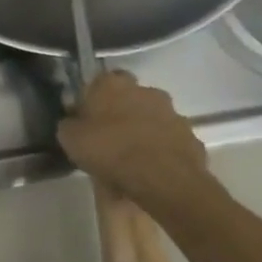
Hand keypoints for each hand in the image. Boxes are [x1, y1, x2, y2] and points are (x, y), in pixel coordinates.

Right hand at [56, 72, 207, 201]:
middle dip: (121, 112)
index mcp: (113, 84)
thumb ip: (70, 123)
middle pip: (130, 98)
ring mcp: (174, 114)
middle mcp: (146, 91)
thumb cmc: (108, 150)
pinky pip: (169, 141)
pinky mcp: (192, 138)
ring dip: (143, 131)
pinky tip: (149, 169)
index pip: (100, 81)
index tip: (87, 116)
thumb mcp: (69, 138)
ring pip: (152, 118)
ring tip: (130, 158)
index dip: (93, 98)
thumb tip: (74, 120)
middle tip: (108, 136)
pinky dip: (161, 150)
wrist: (162, 180)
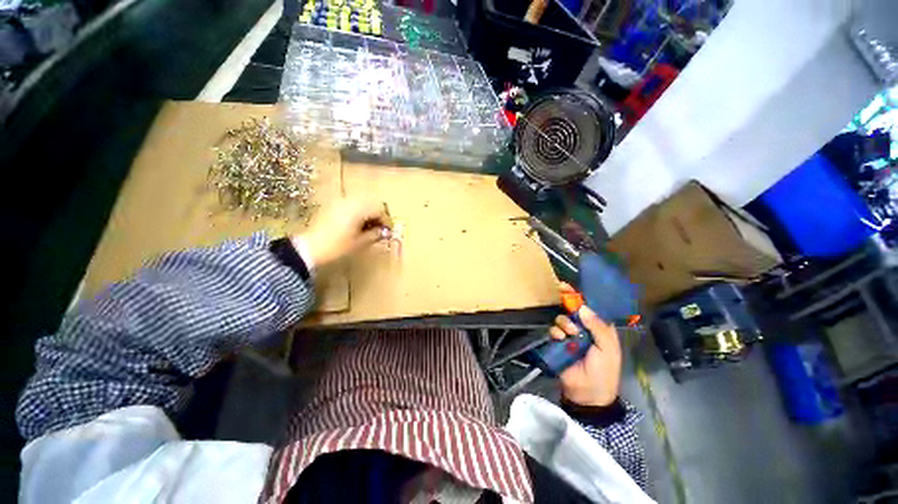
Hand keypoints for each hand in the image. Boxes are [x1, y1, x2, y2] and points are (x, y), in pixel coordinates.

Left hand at [295, 198, 390, 267]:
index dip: (386, 220)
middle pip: (371, 202)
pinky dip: (359, 211)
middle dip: (378, 214)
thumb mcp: (359, 242)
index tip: (389, 231)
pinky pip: (351, 204)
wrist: (309, 248)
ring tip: (370, 226)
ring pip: (361, 202)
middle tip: (381, 228)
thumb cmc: (337, 246)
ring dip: (369, 212)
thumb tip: (385, 232)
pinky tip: (358, 223)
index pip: (379, 209)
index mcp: (358, 209)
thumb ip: (375, 234)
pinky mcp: (332, 205)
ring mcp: (339, 201)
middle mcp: (349, 201)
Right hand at [549, 283, 621, 406]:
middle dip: (566, 302)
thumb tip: (583, 307)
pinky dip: (555, 332)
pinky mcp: (557, 342)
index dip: (579, 296)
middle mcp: (583, 328)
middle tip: (560, 293)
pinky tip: (560, 338)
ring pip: (561, 318)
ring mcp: (569, 335)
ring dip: (564, 322)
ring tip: (571, 334)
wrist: (588, 393)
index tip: (566, 286)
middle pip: (572, 309)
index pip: (589, 307)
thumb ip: (598, 327)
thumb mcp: (608, 348)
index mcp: (598, 327)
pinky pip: (553, 330)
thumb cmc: (604, 370)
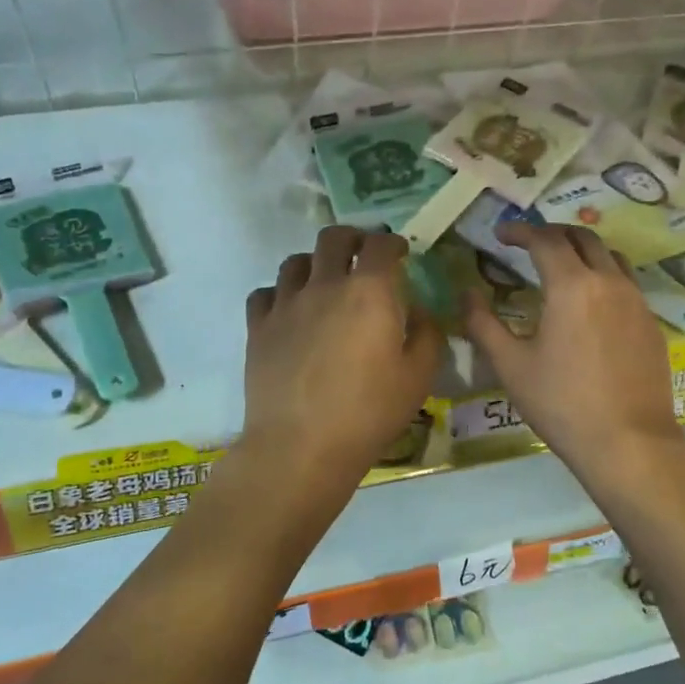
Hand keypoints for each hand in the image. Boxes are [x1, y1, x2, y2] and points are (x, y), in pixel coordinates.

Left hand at [242, 225, 444, 486]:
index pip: (380, 245)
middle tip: (362, 253)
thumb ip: (427, 334)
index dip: (393, 242)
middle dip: (352, 238)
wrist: (301, 445)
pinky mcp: (258, 328)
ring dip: (314, 263)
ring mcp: (286, 304)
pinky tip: (289, 310)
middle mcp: (325, 285)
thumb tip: (418, 312)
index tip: (400, 252)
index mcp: (369, 291)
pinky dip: (280, 293)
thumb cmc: (369, 412)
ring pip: (295, 261)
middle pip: (333, 238)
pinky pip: (265, 293)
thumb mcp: (419, 377)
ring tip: (324, 280)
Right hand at [462, 224, 684, 482]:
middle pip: (583, 237)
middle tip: (529, 244)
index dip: (520, 231)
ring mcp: (637, 302)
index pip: (545, 240)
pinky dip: (604, 277)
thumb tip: (466, 293)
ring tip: (562, 266)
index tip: (500, 234)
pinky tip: (591, 305)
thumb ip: (483, 323)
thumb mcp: (511, 365)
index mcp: (572, 286)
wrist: (629, 443)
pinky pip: (627, 283)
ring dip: (583, 250)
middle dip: (553, 233)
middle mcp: (609, 282)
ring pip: (611, 256)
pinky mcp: (652, 324)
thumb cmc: (562, 404)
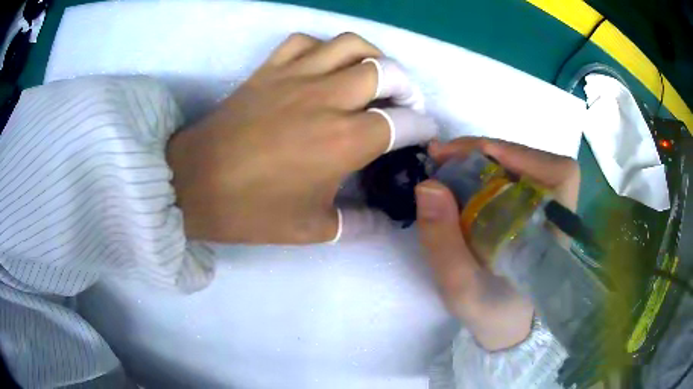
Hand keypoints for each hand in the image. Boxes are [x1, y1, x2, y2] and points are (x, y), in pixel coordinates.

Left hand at [167, 33, 436, 243]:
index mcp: (344, 141)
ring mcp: (295, 77)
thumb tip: (383, 221)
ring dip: (372, 57)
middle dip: (407, 86)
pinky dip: (322, 48)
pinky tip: (323, 66)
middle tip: (404, 104)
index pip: (402, 123)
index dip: (422, 127)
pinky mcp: (269, 70)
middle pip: (386, 71)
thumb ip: (358, 224)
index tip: (426, 132)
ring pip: (350, 44)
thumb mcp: (312, 229)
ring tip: (373, 75)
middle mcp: (327, 99)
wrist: (194, 184)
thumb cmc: (251, 210)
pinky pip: (304, 41)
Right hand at [415, 138, 579, 350]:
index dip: (522, 154)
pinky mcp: (530, 210)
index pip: (560, 174)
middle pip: (536, 162)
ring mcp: (544, 210)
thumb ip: (444, 243)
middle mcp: (556, 215)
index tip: (474, 155)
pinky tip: (460, 180)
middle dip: (489, 152)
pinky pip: (512, 177)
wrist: (504, 326)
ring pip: (521, 166)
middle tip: (444, 157)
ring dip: (483, 159)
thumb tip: (428, 184)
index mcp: (554, 234)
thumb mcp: (460, 288)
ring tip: (447, 166)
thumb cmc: (490, 313)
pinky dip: (484, 171)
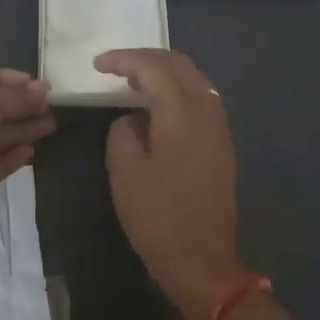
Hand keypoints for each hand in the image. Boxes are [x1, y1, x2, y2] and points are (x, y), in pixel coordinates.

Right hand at [96, 49, 244, 319]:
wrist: (202, 261)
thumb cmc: (157, 216)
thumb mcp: (124, 171)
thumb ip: (123, 131)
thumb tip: (132, 118)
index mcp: (181, 112)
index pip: (152, 67)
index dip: (123, 59)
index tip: (98, 64)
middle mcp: (206, 109)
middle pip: (178, 64)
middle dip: (145, 58)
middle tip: (115, 67)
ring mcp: (219, 126)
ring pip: (193, 78)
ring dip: (164, 72)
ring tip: (134, 82)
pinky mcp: (222, 142)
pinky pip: (200, 97)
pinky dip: (177, 89)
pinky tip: (158, 104)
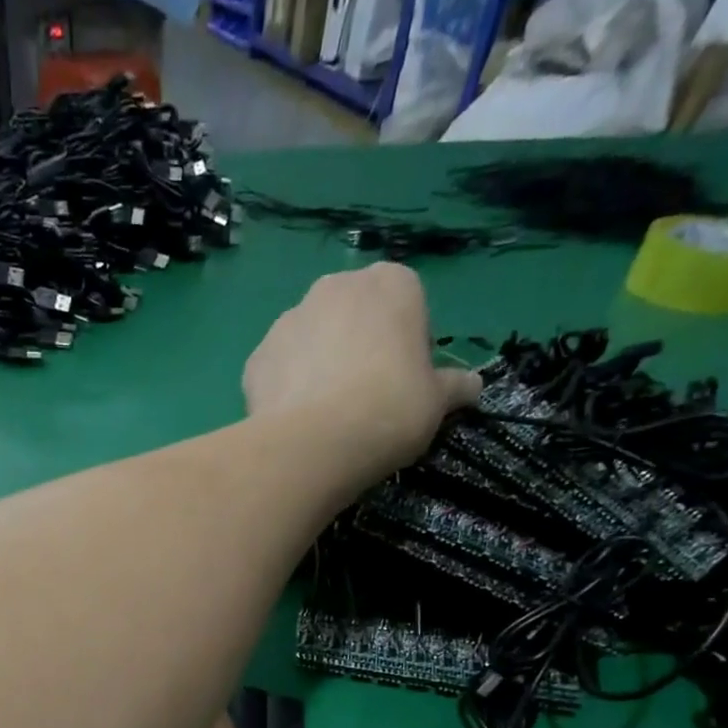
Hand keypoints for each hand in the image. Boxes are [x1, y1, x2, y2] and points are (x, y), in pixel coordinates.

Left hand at [243, 263, 482, 478]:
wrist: (313, 444)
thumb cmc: (390, 411)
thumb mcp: (437, 402)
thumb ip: (454, 387)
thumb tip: (473, 386)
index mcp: (392, 282)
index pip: (407, 307)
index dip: (408, 349)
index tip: (404, 386)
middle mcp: (335, 286)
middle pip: (353, 318)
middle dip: (358, 349)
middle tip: (363, 401)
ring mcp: (287, 319)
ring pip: (310, 342)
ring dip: (317, 367)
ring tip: (323, 417)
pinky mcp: (255, 358)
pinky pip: (276, 371)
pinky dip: (284, 391)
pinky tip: (293, 424)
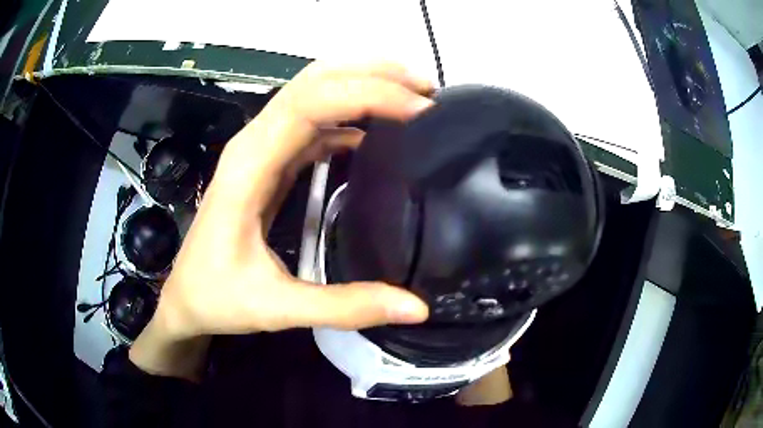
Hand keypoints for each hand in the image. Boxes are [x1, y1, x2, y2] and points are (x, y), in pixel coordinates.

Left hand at [130, 62, 433, 378]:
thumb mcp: (277, 308)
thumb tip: (417, 308)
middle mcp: (254, 144)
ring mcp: (261, 150)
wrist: (184, 298)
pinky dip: (350, 117)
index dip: (367, 95)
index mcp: (249, 166)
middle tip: (425, 89)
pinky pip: (313, 124)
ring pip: (313, 94)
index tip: (419, 110)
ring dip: (362, 86)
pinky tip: (379, 132)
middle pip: (313, 82)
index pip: (310, 103)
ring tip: (412, 98)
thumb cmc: (217, 298)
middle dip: (372, 74)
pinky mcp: (269, 163)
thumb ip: (345, 306)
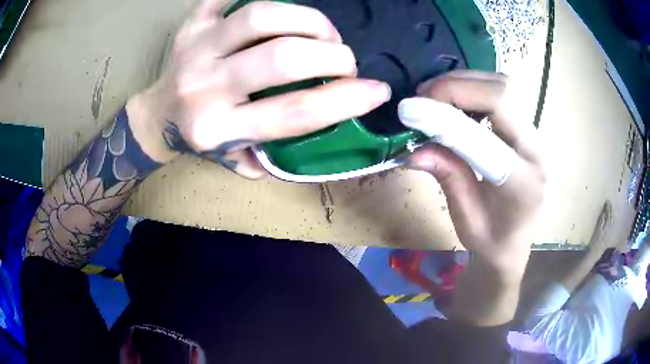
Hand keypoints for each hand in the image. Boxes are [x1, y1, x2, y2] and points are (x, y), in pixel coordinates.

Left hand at [128, 0, 390, 176]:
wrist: (157, 115)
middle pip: (282, 57)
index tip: (377, 90)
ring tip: (322, 33)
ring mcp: (197, 47)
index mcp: (220, 129)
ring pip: (262, 15)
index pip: (293, 113)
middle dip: (331, 55)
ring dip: (309, 20)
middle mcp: (205, 87)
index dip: (345, 100)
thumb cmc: (201, 138)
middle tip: (344, 59)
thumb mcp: (236, 160)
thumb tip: (332, 130)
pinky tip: (287, 7)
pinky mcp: (193, 23)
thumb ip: (279, 156)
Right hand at [408, 71, 545, 277]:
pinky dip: (475, 87)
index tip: (410, 109)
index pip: (485, 135)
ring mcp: (535, 135)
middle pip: (502, 94)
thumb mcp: (465, 218)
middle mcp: (534, 151)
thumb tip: (414, 150)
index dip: (445, 116)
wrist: (515, 244)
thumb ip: (447, 177)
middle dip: (457, 86)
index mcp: (520, 182)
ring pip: (504, 86)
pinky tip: (456, 101)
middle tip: (422, 96)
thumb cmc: (491, 240)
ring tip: (436, 96)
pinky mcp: (527, 128)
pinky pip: (503, 93)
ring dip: (465, 82)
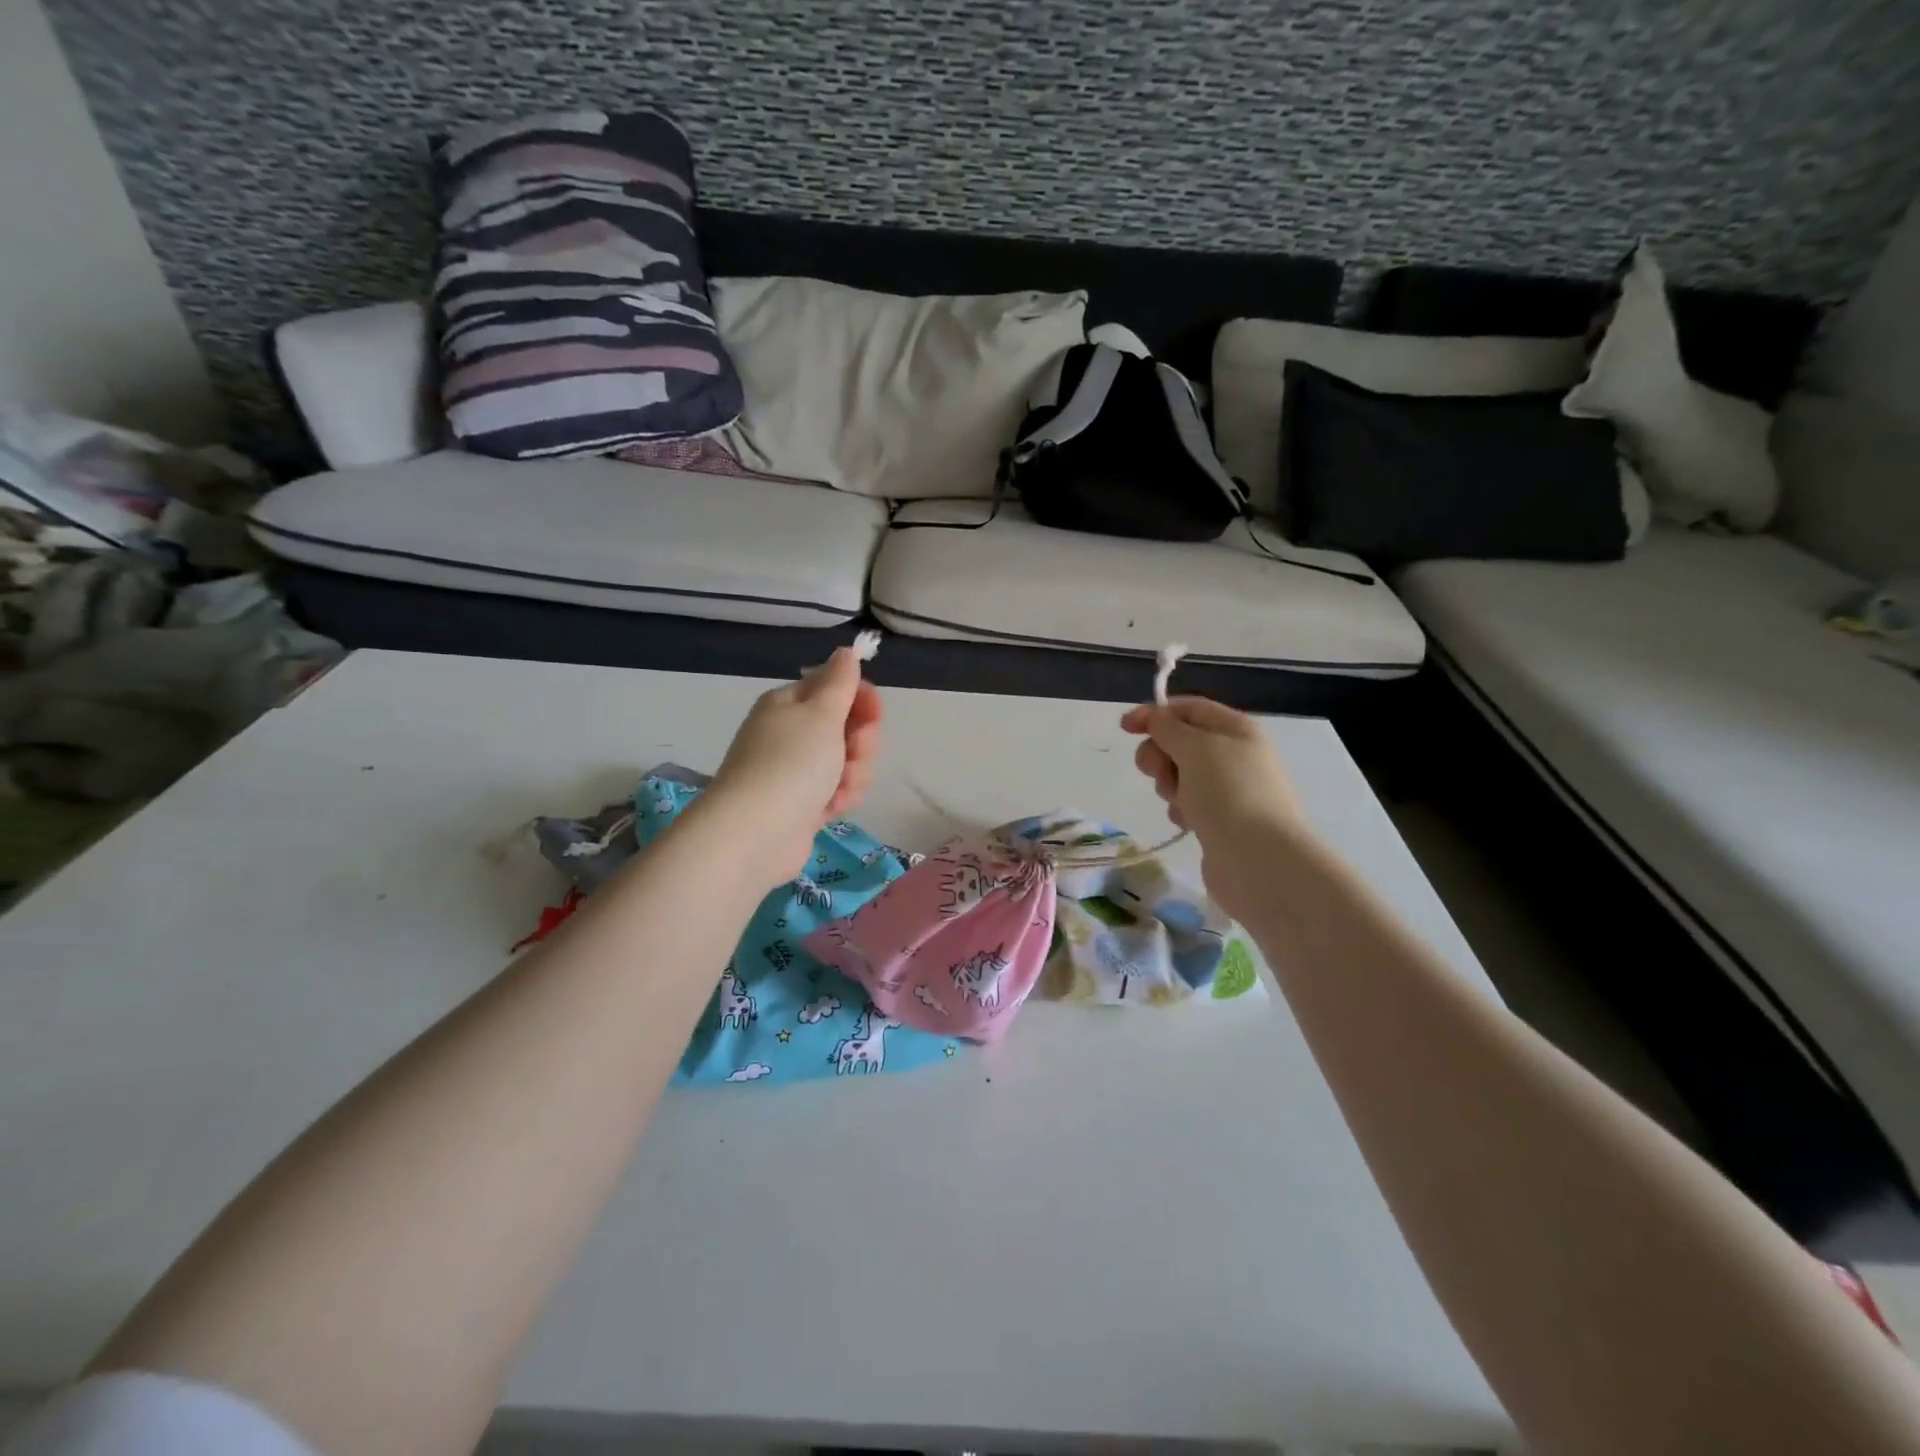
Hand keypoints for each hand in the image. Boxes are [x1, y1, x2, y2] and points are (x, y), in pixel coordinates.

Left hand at [704, 647, 883, 885]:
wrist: (756, 833)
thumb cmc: (791, 763)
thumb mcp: (821, 713)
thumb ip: (840, 682)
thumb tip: (845, 651)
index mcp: (790, 704)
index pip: (836, 688)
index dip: (861, 700)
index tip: (874, 716)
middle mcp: (791, 733)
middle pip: (846, 727)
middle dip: (861, 743)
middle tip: (854, 754)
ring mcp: (796, 770)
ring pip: (847, 762)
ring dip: (854, 774)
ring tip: (840, 790)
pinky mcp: (803, 803)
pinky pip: (837, 791)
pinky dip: (840, 798)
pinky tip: (832, 809)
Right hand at [1119, 695, 1308, 918]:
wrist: (1259, 859)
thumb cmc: (1228, 793)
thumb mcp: (1195, 748)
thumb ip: (1168, 728)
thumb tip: (1156, 717)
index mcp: (1236, 729)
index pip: (1189, 708)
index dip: (1155, 713)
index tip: (1125, 728)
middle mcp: (1235, 754)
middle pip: (1180, 742)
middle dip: (1160, 754)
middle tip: (1157, 772)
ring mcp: (1229, 789)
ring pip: (1180, 774)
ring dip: (1169, 784)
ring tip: (1179, 802)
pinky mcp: (1221, 819)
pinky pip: (1188, 803)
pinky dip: (1181, 809)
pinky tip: (1188, 823)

□ □ □ □ □

What to do >>
Write out, word for word, only the lines from the one containing "ring dip: (309, 20)" to the end of the data above; the pictures stay out.

Your solution >>
ring dip: (309, 20)
middle mcp: (205, 87)
index dip: (345, 100)
thumb cmc: (201, 138)
middle tip: (344, 59)
thumb mcp: (236, 160)
thumb tip: (332, 130)
pinky tip: (287, 7)
pinky mcp: (193, 23)
thumb ip: (279, 156)
Right hand at [408, 71, 545, 277]:
pinky dip: (475, 87)
index tip: (410, 109)
index pip: (485, 135)
ring mcp: (535, 135)
middle pip: (502, 94)
thumb mcp: (465, 218)
middle mcp: (534, 151)
thumb tip: (414, 150)
index dip: (445, 116)
wrist: (515, 244)
thumb ip: (447, 177)
middle dip: (457, 86)
index mcp: (520, 182)
ring pip: (504, 86)
pinky tip: (456, 101)
middle tip: (422, 96)
thumb cmc: (491, 240)
ring tip: (436, 96)
pinky mcp: (527, 128)
pinky pip: (503, 93)
ring dip: (465, 82)
Hand keypoints for each hand in the image. Boxes are [x1, y1, x2, y2] and points are (x, y), in pixel coordinates.

Left hand at [704, 647, 883, 885]:
wrist: (756, 833)
thumb cmc: (791, 763)
thumb mcp: (821, 713)
thumb ip: (840, 682)
thumb tip: (845, 651)
index mcp: (790, 704)
index pip: (836, 688)
index dip: (861, 700)
index tip: (874, 716)
middle mcp: (791, 733)
middle pip: (846, 727)
middle dip: (861, 743)
middle tip: (854, 754)
ring mcp: (796, 770)
ring pip: (847, 762)
ring dip: (854, 774)
ring tip: (840, 790)
pinky mcp: (803, 803)
pinky pip: (837, 791)
pinky dip: (840, 798)
pinky tip: (832, 809)
Right hand at [1119, 695, 1308, 918]:
wrist: (1259, 859)
thumb cmc: (1228, 793)
thumb mcp: (1195, 748)
thumb ip: (1168, 728)
thumb tip: (1156, 717)
index mcp: (1236, 729)
index pip: (1189, 708)
index dip: (1155, 713)
index tip: (1125, 728)
middle mcp: (1235, 754)
middle pip: (1180, 742)
middle dip: (1160, 754)
middle tip: (1157, 772)
ring mcp: (1229, 789)
ring pip: (1180, 774)
ring dip: (1169, 784)
ring tip: (1179, 802)
pinky mcp: (1221, 819)
pinky pip: (1188, 803)
pinky dip: (1181, 809)
pinky tip: (1188, 823)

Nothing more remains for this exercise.